Форбс сосредоточился: сейчас должен заговорить сам Цукерман, а понимать его речь было делом тяжелейшим. Выполняя условия контракта, обращаться к нему полагалось только согласно дипломатическому протоколу — «господин раввин», никогда не переспрашивать и, хоть лопни, всегда понимать то, что он излагал на чудовищном еврейско-украинско-русском жаргоне прошлого века, с незначительными английскими вкраплениями.
— Господин раввин, вы считаете, что в подлинном облике противник материален? — с предельной осторожностью задал Форбс профессиональный вопрос.

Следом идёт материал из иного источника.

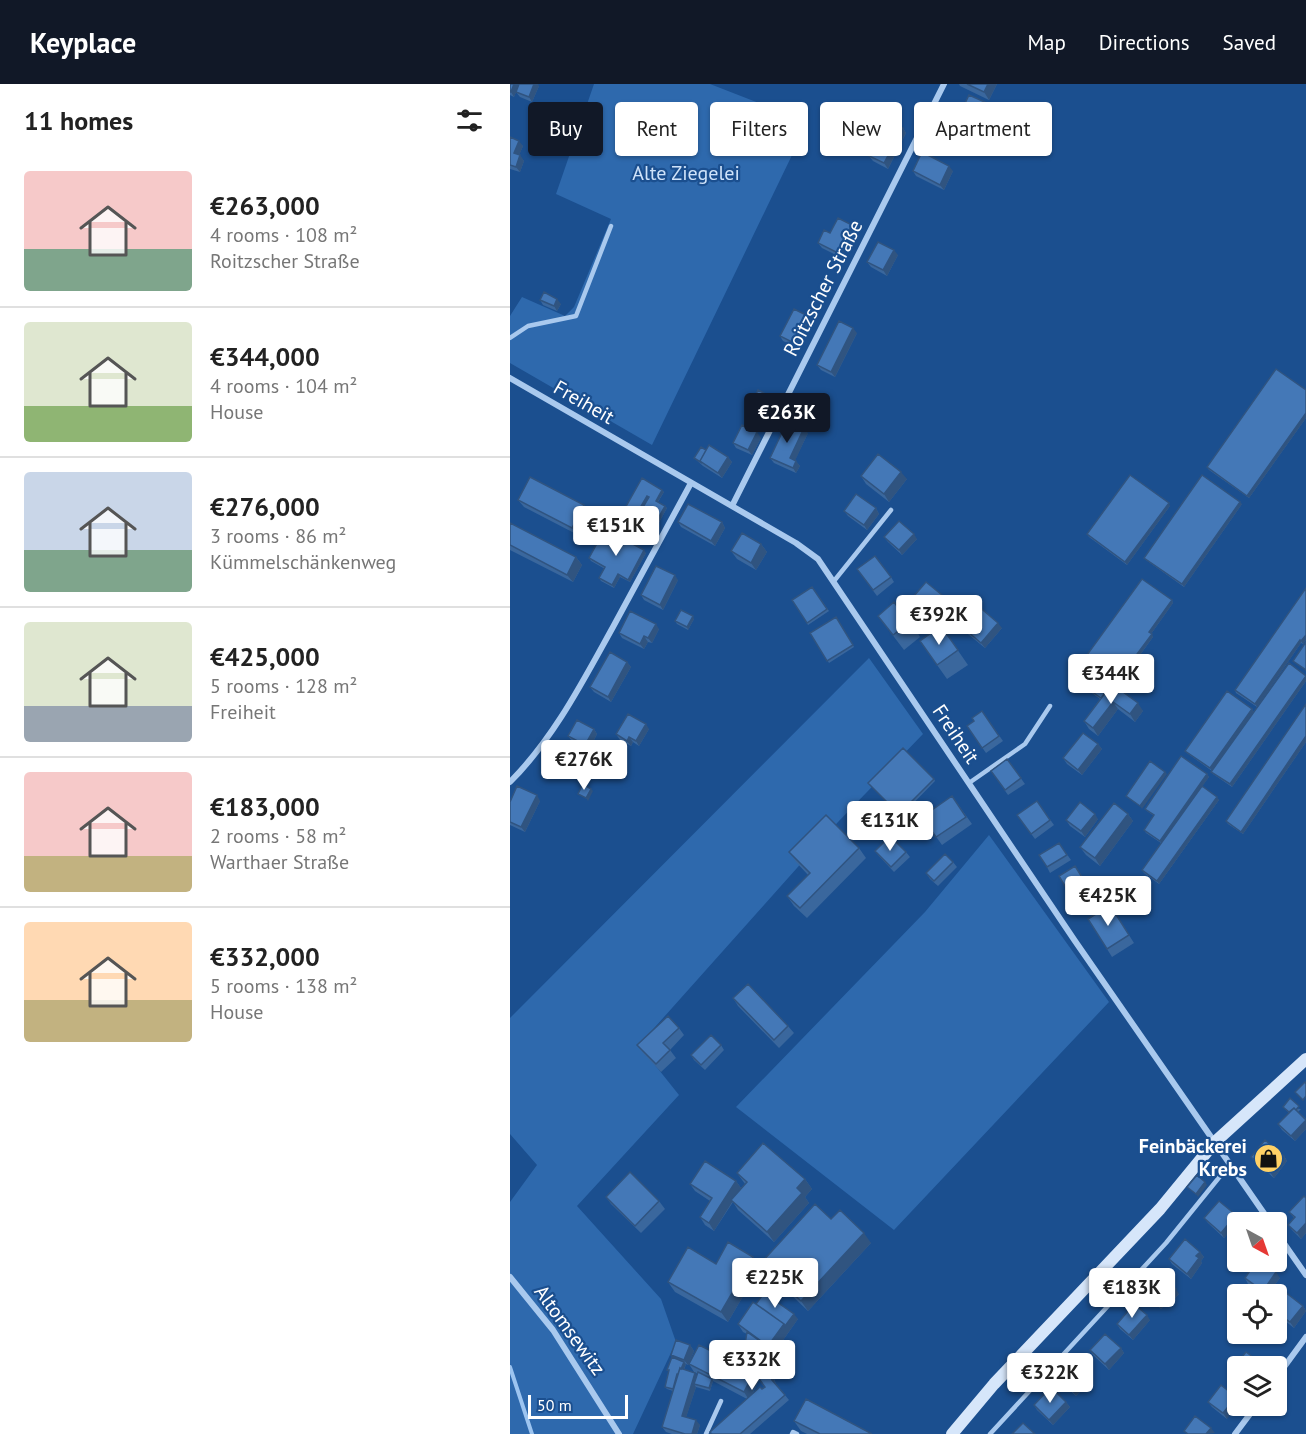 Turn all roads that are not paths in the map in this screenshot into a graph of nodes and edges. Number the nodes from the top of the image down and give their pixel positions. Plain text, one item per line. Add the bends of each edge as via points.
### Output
1 (944, 84) edge
2 (610, 226) dead end
3 (510, 338) edge
4 (510, 378) edge
5 (691, 483) junction
6 (732, 506) junction
7 (891, 510) dead end
8 (834, 581) junction
9 (1050, 706) dead end
10 (510, 782) edge
11 (969, 783) junction
12 (1306, 1059) edge
13 (1215, 1142) junction
14 (1230, 1164) junction
15 (1263, 1212) edge
16 (1287, 1248) edge
17 (1306, 1275) edge
18 (510, 1277) edge
19 (1306, 1338) edge
20 (1287, 1363) edge
21 (721, 1401) dead end
22 (1248, 1416) edge
23 (619, 1434) edge
24 (706, 1434) edge
25 (792, 1434) edge
26 (797, 1434) edge
27 (952, 1434) edge
28 (990, 1434) edge
29 (1235, 1434) edge

1 - 6 street, Roitzscher Straße
2 - 3 lane via 576,316 528,326
4 - 5 street, Freiheit
5 - 6 street, Freiheit
5 - 10 street via 556,727
6 - 8 street, Freiheit via 810,552
7 - 8 lane
8 - 11 street, Freiheit
9 - 11 lane via 1025,744
11 - 13 street, Freiheit
12 - 13 street
13 - 14 street, Freiheit
13 - 27 street via 1131,1240 1029,1346
14 - 15 street, Freiheit
14 - 28 lane via 1166,1243
16 - 17 street
18 - 23 street, Altomsewitz via 553,1330
19 - 20 street
21 - 24 lane
22 - 29 street
25 - 26 lane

— Герехт, — сипло ответил Цукерман, — алэ тепер ганц гит. Гиб мир, кавказим, а шматок расплавлени платина, будет на него а-пач. О!.. Вейз мир!..

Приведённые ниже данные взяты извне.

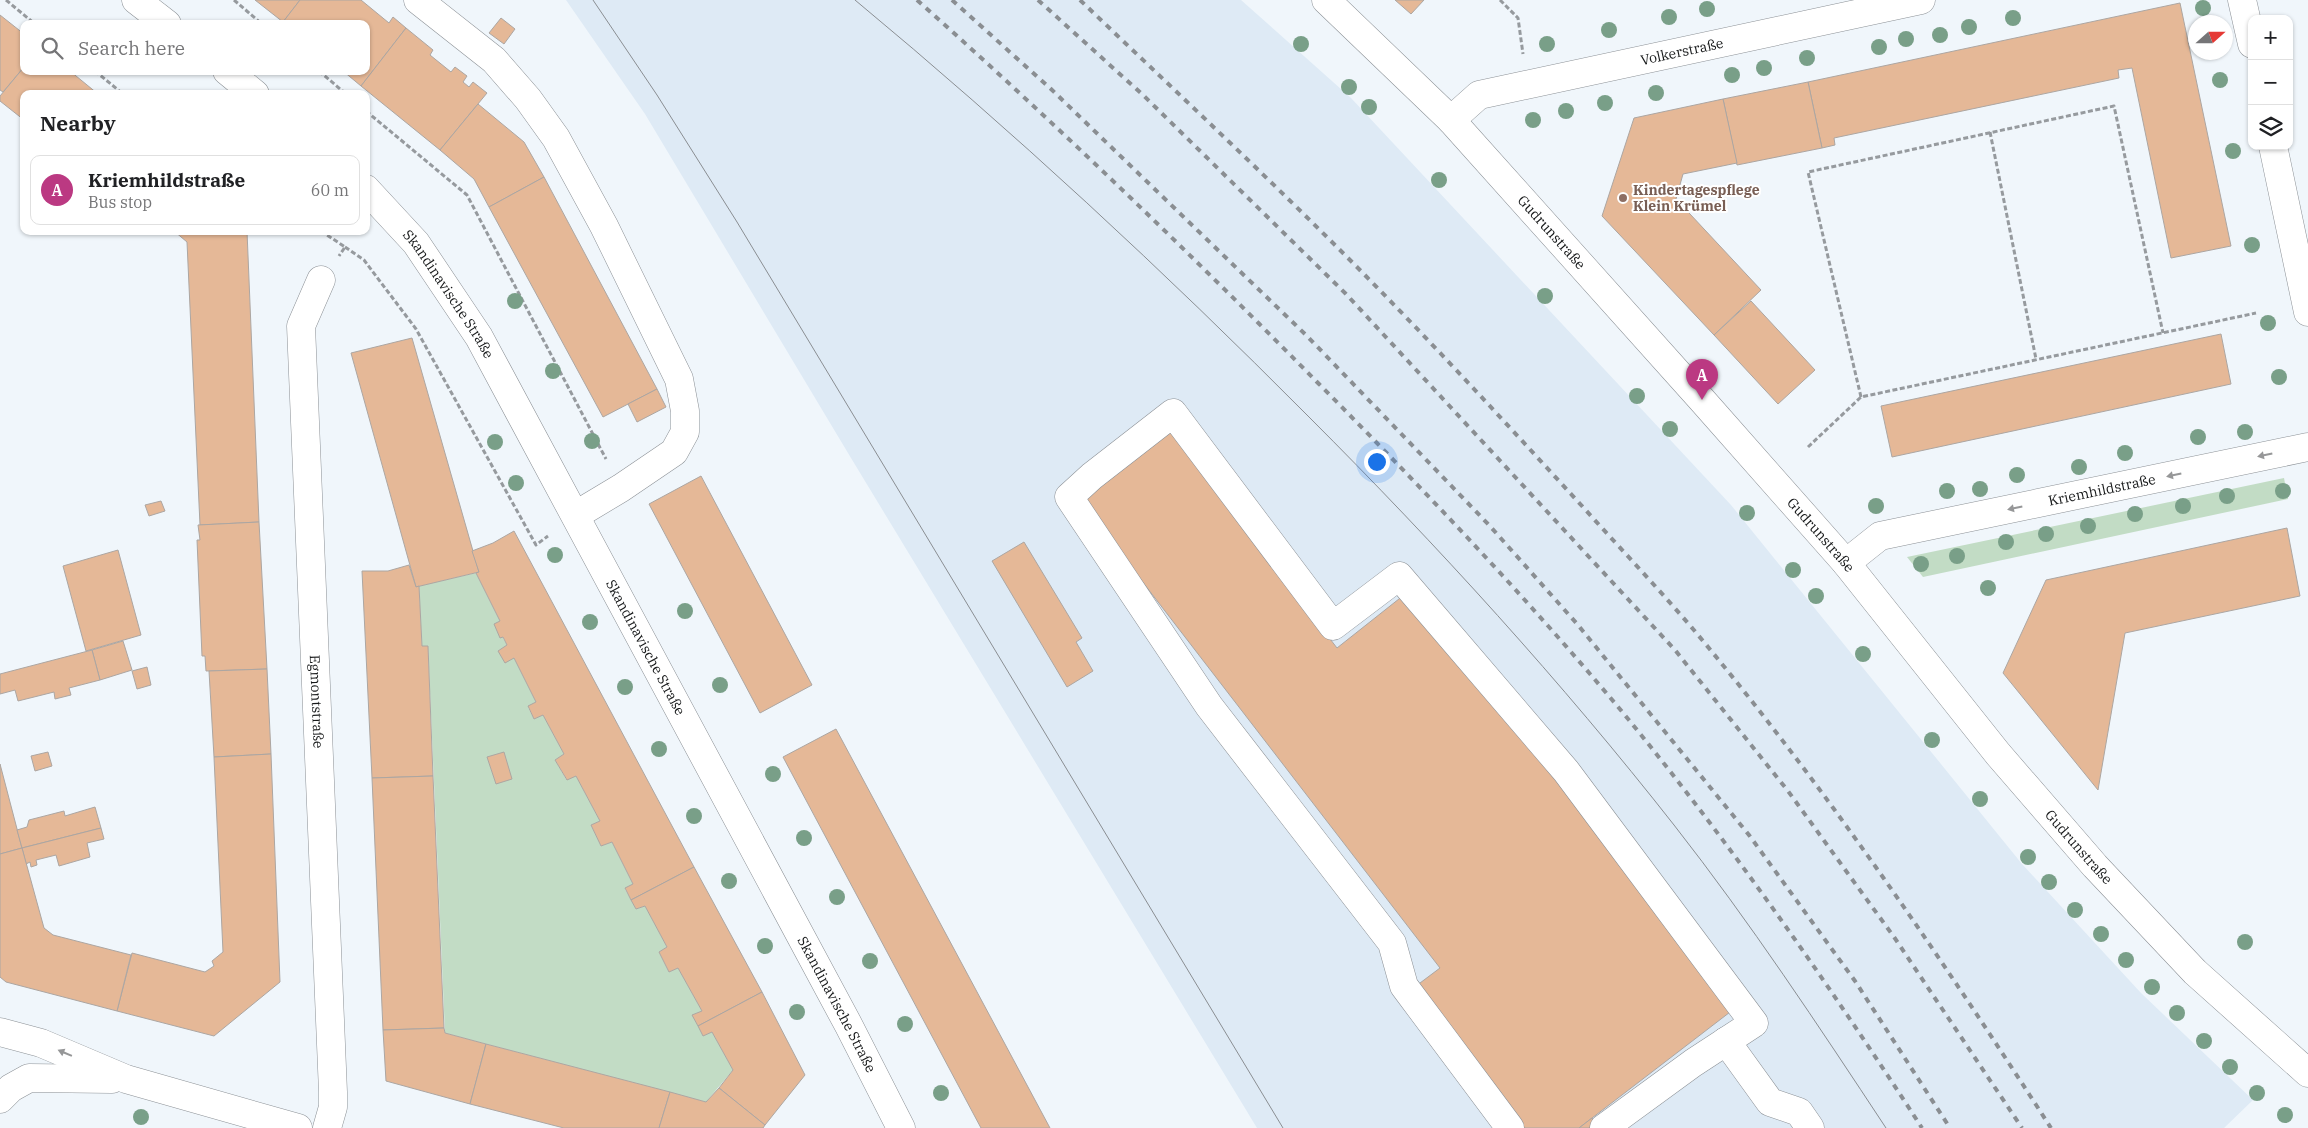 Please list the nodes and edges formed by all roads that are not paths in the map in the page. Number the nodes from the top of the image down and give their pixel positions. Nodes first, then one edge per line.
1 (136, 0) edge
2 (418, 0) edge
3 (1326, 0) edge
4 (1921, 0) edge
5 (2242, 0) edge
6 (163, 20) edge
7 (2248, 26) edge
8 (232, 75) edge
9 (250, 90) edge
10 (1450, 120) junction
11 (2274, 150) edge
12 (370, 193) edge
13 (321, 280) dead end
14 (2308, 312) edge
15 (2308, 446) edge
16 (576, 515) junction
17 (1846, 563) junction
18 (0, 1032) edge
19 (1726, 1041) junction
20 (2308, 1074) edge
21 (126, 1079) junction
22 (0, 1099) edge
23 (898, 1127) edge
24 (298, 1128) edge
25 (327, 1128) edge
26 (1510, 1128) edge
27 (1604, 1128) edge
28 (1810, 1128) edge

1 - 6 street
2 - 16 street
3 - 10 street, Gudrunstraße
4 - 10 street, Volkerstraße
5 - 7 street
8 - 9 street
10 - 17 street, Gudrunstraße
11 - 14 street
12 - 16 street, Skandinavische Straße
13 - 25 street, Egmontstraße
15 -> 17 street, Kriemhildstraße
16 - 23 street, Skandinavische Straße
17 - 20 street, Gudrunstraße
21 -> 18 street
19 - 26 street
19 - 27 street
19 - 28 street
21 - 22 street
21 - 24 street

Кажется, тот, кто сидел в кружечке, всю эту галиматью как-то понял, кружечка дернулась и взорвалась, не осколками, а как бы распалась на атомы. Маг отпрянул — у его ног сидел совсем молодой и хрупкий мальчик очень восточного вида, и вся одежда мальчика состояла из черных сатиновых трусов со сборками, чуть ли не до колен. Форбс сделал шаг назад, ибо понял, что, материализовавшись, противник просто сдался на милость победителя.
— Прошу рассматривать меня как официального представителя… — на очень плохом английском произнес мальчик.
— Пока что вы арестованы, — отрезал Форбс. — Господин раввин, помогите мне во имя Иеговы отконвоировать арестованного.
Повернулся и пошел, не глядя. Теперь уж и совсем стало ясно, зачем голландец усадил его, генерала, на рождественскую ночь всякую чушь слушать. Допросить мальчика следовало немедленно. Но когда же, о Небо, найдется время на личную жизнь, на медитации?
Цукерман, шаркая ногами, плелся за восточным мальчиком, а тот, в свою очередь, ковылял за Форбсом. Большей охраны не требовалось: старый и хилый на вид еврей был единственным за пределами Японии каратэком восьмого дана. Был он и недурным магом, особенно же блестяще справлялся с ролью мага негативного, иначе говоря, обладал способностью разрушать чужие чары. При этом он, что весьма странно, не был телепатом и летать тоже не умел, хотя не единожды заявлял, что эти способности обретет, когда отберет их кое у кого. Коридор заметно шел под уклон; Форбс направлялся к барокамерам, как к самому подходящему помещению для диверсанта, обладающего умением переходить в газообразное состояние. Кроме того, Форбс расслышал довольно сильное телепатическое поле мальчика, и лишние футы свинцовой изоляции во время допроса помешать никак не могли; пока что единственным телепатом в мире, для которого свинцовые стены были тоньше бумажных, числился Атон Джексон. Часовой возле барокамеры, не выпуская из левой руки ни бластера, ни индюшачьего крылышка, правой отдал честь и пропустил всех троих в люк: допросы такого рода редкостью не были. Кресло внутри оказалось одно, второе по случаю Рождества кто-то куда-то вытащил, вытащили бы и первое, но оно было наглухо впаяно в пол, — в него опустился Форбс, мальчик пристроился на полу по-турецки, Цукерман присел на ступеньку. Магу было очень важно, чтобы обращались к нему только «господин раввин», просили о чем-либо только «во имя Иеговы», а вот на чем сидеть — это роли не играло. Мальчику, похоже, было холодно, однако раньше времени снабжать шпиона удобствами генерал не собирался.